Context compaction/snipping — automatic mid-session context trimming when approaching limits. Important for long orchestrator runs against local models. Could trim tool results that are no longer needed for the current reasoning step.
Nested agent delegation with dependency-aware batching — sub-agents that know their parent; parallel sub-tasks batched by dependency order. Directly applicable to the dev agent pipeline (orchestrator → specialist → supervisor, with some steps parallelizable).
File history journaling — beyond session logs, a journal of what files changed and why, with replay summaries. Different from memory distillation — more like a git log for agent actions. Could complement the supervisor agent's diff review.
Plugin/manifest-based tool extensions — tools declared via manifest rather than hardcoded in __init__.py. Would make adding new orchestrator tools less invasive. Worth considering before the tool suite grows much larger (currently 27 tools).
9. Permanent Fleet Hosting
Status: Deferred.

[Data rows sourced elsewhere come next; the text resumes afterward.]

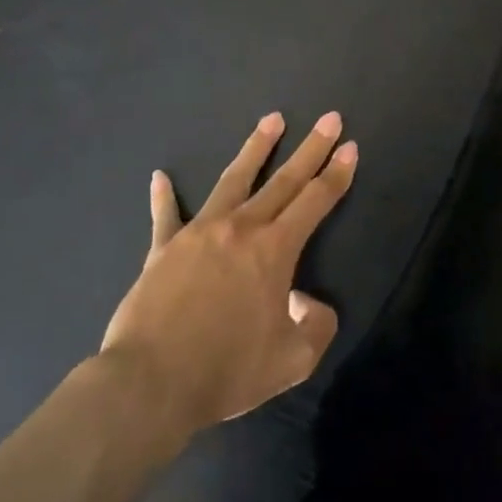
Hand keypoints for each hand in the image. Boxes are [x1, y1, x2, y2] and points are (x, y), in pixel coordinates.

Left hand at [101, 112, 354, 434]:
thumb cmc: (227, 371)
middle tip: (329, 118)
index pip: (315, 201)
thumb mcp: (293, 360)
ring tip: (272, 119)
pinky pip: (165, 215)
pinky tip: (160, 177)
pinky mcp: (163, 248)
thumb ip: (316, 326)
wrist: (151, 383)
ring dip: (255, 148)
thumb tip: (306, 301)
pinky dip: (164, 196)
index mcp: (274, 251)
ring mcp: (198, 232)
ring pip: (232, 180)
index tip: (350, 146)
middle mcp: (240, 228)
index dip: (336, 174)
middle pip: (283, 180)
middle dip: (310, 147)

Currently running on scott-lt-i7-rtx (gaming/agents laptop).
Long-term target: home server (always-on, Docker). docker-compose.yml already exists in the project root.
Deployment path:
- Copy to home server
- Configure reverse proxy (Nginx, already Docker-hosted)
- Update
cortex.dgrzone.com→ home server internal IP in pfSense - WireGuard required for all access — not internet-exposed
- Update
FLEET_MANIFEST.mdand CLAUDE.md fleet table
10. Cortex Mesh — Multi-Instance Fleet
Status: Concept — no design yet.
Rather than a single Cortex instance, each device in the fleet runs its own instance with its own persona(s), local models, and capabilities. Instances can delegate tasks to each other based on available resources and roles.
Use cases:
scott_lpt(edit/dev node) delegates code tasks toscott-lt-i7-rtx(GPU/Ollama host)- A background cron on one instance triggers an orchestrated task on another
- Each instance has its own "best available" model — mesh routing picks the right node automatically
Design questions to resolve:
- Auth between instances (shared JWT secret vs. per-instance API keys)
- How instances advertise capabilities (model registry over HTTP? shared Syncthing file?)
- Whether
ae_send_message/ the existing inbox system is the right coordination layer or if a dedicated Cortex-to-Cortex protocol is needed - Session continuity — does a conversation that starts on one node stay there, or can it migrate?
The Syncthing-synced home/ directory and shared model_registry.json already provide a natural foundation — instances share persona memory and context without a central DB.